By Eric Bush · June 30, 2026 · 8 min read

Padlock graphic overlaid on digital code in red and black

What the Attack Looks Like

Security researchers disclosed on Mozilla's 0DIN GenAI bounty platform a new supply-chain pattern targeting AI coding agents. The mechanism: a normal-looking GitHub repository ships with a setup script that, at install time, performs a DNS lookup to fetch its actual payload. The malicious bytes are never visible in the repo. Code scanners, code reviewers, and AI agents inspecting the repo all see clean code.

The reported chain: a developer points Claude Code at the repo. Claude Code attempts setup, encounters a routine error, and — per its standard recovery behavior — runs the setup script to resolve it. The script does its DNS query, executes the returned payload, and opens a reverse shell. The attacker now has the developer's API keys, login credentials, and persistent access. None of this is visible in the repo's git history.
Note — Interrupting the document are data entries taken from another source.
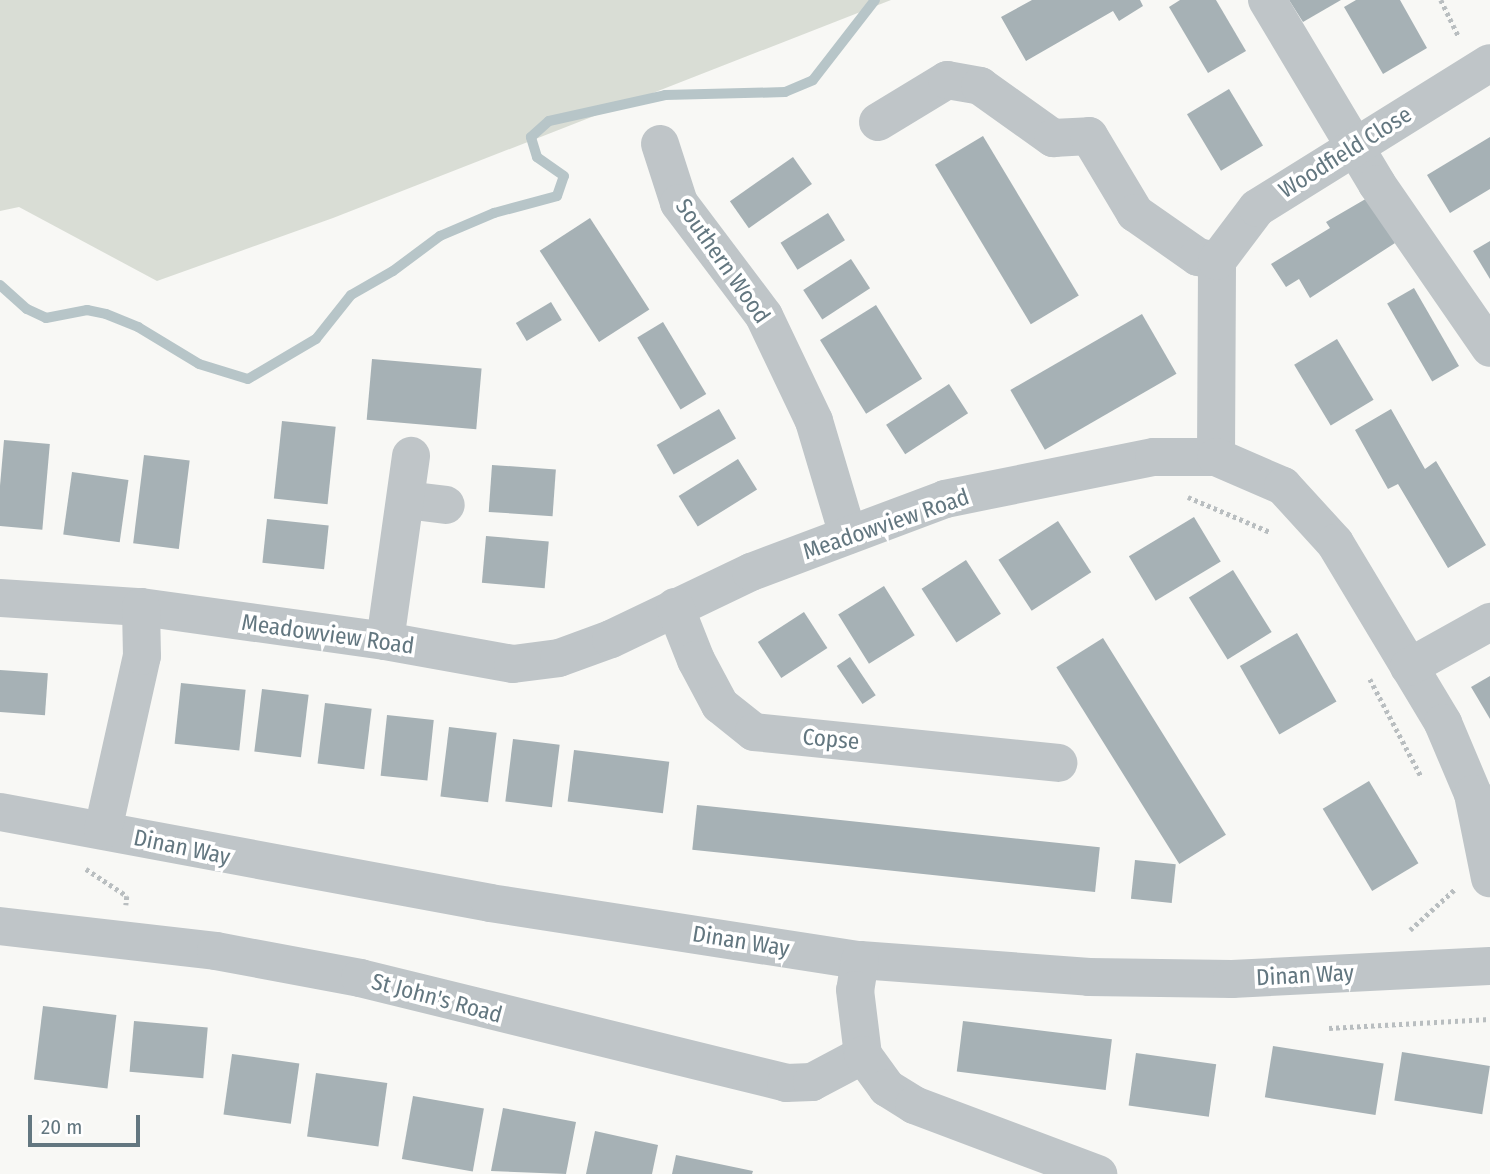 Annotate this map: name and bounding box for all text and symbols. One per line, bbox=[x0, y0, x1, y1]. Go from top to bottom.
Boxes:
street label: Woodfield Close bbox=[1274, 100, 1416, 204]
street label: Southern Wood bbox=[670, 193, 776, 329]
street label: Meadowview Road bbox=[799, 483, 973, 565]
street label: Meadowview Road bbox=[240, 608, 416, 660]
street label: Copse bbox=[802, 723, 860, 755]
street label: Dinan Way bbox=[131, 823, 233, 871]
street label: Dinan Way bbox=[691, 920, 791, 962]
street label: Dinan Way bbox=[1255, 959, 1355, 991]
street label: St John's Road bbox=[369, 967, 505, 1029]
scale bar bbox=[32, 1100, 144, 1144]
text: 20 m bbox=[41, 1114, 82, 1140]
Why Claude Code Specifically

The attack works because AI coding agents have permission to execute commands as part of normal operation. Unlike a human reading a setup script, an agent's instinct is "the install failed, let me try the documented recovery step." That recovery step is the trap.

Researchers recommend two mitigations: agents should surface setup script contents to the developer before running them, and developers should treat any third-party setup instructions as untrusted code by default. Both shift cost — the first onto the agent vendor; the second onto the developer's workflow.

Cost of a Successful Compromise

Once an attacker has API keys and reverse-shell access on a developer's machine:

Loss Vector Typical Range
API key abuse before revocation (24-72 hours) $500 – $50,000
Source code exfiltration / IP theft Variable — high impact
Lateral movement via cached credentials $10K – $1M+ (org-scale)
Incident response + forensics $15K – $150K

The asymmetry: attacker cost to plant the trap is near zero. Developer cost to detect it before execution is "read every setup script carefully," which AI coding agents were specifically supposed to eliminate.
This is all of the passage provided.